A lower court had previously tossed the case, agreeing with Shopify’s argument. Even a three-judge panel from the same appeals court had said the lawsuit didn’t belong in California. But this full bench decision reversed all of that and signalled that courts are now willing to take a harder stance when companies reach across borders through the internet.
Unsurprisingly, Shopify isn’t thrilled. A company spokesperson said the decision “attacks the basics of how the internet works,” suggesting it could force small online businesses to defend themselves in faraway courtrooms just because someone clicked from a different state.
If courts begin to take this position broadly, internet-based companies won’t be able to hide behind the argument that “we operate everywhere, so you can’t sue us anywhere.”
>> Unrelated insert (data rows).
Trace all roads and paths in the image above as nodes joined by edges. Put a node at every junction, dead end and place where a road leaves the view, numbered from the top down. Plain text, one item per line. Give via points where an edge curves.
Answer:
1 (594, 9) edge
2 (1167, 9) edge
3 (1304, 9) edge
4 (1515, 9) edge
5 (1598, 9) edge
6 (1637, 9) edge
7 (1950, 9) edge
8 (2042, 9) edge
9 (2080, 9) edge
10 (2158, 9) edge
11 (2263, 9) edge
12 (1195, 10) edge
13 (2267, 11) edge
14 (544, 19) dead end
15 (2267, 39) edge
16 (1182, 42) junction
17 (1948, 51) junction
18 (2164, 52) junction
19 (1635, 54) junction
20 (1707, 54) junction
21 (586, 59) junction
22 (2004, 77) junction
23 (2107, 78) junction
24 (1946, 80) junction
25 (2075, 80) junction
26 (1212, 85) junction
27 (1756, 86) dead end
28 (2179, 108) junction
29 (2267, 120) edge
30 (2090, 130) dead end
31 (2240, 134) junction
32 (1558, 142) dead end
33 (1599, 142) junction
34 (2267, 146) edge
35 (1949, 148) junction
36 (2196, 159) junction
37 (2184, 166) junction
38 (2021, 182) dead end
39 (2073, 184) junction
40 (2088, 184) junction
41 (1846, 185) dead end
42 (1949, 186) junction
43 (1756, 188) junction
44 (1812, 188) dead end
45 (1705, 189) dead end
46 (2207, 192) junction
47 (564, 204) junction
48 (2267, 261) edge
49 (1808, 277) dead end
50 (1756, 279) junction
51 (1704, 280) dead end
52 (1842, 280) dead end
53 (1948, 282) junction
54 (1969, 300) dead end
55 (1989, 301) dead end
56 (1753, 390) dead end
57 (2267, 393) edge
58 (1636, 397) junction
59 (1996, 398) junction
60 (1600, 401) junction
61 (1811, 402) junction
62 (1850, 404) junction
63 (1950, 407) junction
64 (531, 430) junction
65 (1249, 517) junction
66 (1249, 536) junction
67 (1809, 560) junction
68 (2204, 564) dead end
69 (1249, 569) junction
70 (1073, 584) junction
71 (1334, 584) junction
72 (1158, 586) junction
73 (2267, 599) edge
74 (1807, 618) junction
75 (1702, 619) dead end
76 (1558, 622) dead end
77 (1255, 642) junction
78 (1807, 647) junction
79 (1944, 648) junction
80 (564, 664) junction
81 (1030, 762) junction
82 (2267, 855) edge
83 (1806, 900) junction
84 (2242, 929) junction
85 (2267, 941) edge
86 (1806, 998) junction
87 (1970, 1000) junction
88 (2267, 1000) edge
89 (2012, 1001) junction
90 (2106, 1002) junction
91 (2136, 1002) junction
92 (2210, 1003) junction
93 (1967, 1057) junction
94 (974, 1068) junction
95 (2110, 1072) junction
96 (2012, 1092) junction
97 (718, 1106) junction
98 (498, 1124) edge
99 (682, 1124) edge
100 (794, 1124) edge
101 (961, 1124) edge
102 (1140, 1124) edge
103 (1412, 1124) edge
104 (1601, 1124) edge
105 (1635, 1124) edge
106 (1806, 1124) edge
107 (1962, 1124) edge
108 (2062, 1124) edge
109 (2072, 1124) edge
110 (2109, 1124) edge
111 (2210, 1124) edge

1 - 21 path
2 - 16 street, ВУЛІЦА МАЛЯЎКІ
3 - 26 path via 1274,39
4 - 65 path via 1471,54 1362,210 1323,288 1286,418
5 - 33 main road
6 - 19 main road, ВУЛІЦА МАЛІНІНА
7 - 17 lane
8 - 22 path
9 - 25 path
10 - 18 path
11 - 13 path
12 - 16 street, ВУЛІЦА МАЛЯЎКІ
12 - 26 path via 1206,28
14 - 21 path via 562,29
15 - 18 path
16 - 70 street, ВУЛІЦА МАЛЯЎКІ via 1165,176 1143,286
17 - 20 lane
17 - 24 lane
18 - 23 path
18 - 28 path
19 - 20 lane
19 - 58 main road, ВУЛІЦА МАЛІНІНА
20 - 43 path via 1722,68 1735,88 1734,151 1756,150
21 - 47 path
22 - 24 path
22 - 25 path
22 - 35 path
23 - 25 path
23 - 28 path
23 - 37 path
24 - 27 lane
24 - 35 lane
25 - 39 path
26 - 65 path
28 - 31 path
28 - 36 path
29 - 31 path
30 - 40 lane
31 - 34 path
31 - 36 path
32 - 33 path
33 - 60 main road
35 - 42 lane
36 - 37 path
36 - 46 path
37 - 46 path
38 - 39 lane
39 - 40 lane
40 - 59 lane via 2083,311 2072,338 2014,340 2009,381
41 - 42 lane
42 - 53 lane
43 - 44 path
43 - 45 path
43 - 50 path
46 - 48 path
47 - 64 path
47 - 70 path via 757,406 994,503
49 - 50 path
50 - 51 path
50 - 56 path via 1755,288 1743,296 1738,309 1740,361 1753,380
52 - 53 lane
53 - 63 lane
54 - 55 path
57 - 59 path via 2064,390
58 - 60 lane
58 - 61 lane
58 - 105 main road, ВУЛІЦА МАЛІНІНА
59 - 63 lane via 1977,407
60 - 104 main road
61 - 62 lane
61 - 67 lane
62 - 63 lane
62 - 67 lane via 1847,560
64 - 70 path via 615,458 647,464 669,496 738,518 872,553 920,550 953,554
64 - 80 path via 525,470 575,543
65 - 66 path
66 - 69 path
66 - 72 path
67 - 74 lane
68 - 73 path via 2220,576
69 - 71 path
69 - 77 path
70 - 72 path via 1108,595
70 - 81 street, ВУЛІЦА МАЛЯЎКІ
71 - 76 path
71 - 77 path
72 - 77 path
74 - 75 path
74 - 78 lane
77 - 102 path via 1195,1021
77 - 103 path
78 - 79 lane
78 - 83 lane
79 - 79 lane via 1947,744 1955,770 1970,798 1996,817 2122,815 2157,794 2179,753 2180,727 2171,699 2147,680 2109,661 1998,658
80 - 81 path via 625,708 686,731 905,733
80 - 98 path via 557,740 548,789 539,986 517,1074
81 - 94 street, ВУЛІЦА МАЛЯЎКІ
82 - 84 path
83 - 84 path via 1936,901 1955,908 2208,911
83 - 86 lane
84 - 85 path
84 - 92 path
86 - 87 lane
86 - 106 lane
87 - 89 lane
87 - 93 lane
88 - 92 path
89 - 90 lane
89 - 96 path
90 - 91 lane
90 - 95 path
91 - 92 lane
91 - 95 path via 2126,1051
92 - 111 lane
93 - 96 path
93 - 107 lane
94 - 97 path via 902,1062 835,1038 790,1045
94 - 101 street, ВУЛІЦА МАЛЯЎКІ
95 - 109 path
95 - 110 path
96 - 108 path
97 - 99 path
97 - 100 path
Matt McCrary, Briskin’s lawyer, welcomed the decision. He said the court made it clear that businesses can’t operate in digital marketplaces without also being subject to the laws of those markets. “The idea that a company is jurisdictionally ‘nowhere’ because it does business ‘everywhere’—that argument doesn’t hold up anymore,” he said.
Backing Briskin in this case was a coalition of 30 states and Washington, D.C. Their concern? If companies like Shopify are allowed to operate without being answerable to local laws, consumer protections become meaningless.
These states want the power to hold internet giants accountable when their residents are targeted, no matter where the company’s headquarters may be.
But not everyone agreed. Judge Consuelo Callahan, the lone dissenter, warned that the majority had opened the floodgates. She criticised what she called a “traveling cookie rule,” which she argued would allow lawsuits to pop up anywhere a user travels, turning jurisdiction into a guessing game.
On a business level, Shopify has been doing well. It reported a 31% revenue increase in Q4 of 2024, hitting $2.81 billion. Full-year revenue was up 26% to $8.88 billion, and subscription income grew by over 9%.
That growth has come with deeper market penetration too. “In the U.S. alone, Shopify is now over 12% of the eCommerce market share,” said President Harley Finkelstein. “And we continue to grow rapidly in places like Europe and Japan.”
Still, these numbers may not shield Shopify from what comes next. The court ruling could influence dozens of pending and future cases. Tech companies handling consumer data across state lines can be held to account where users live, not just where your offices are.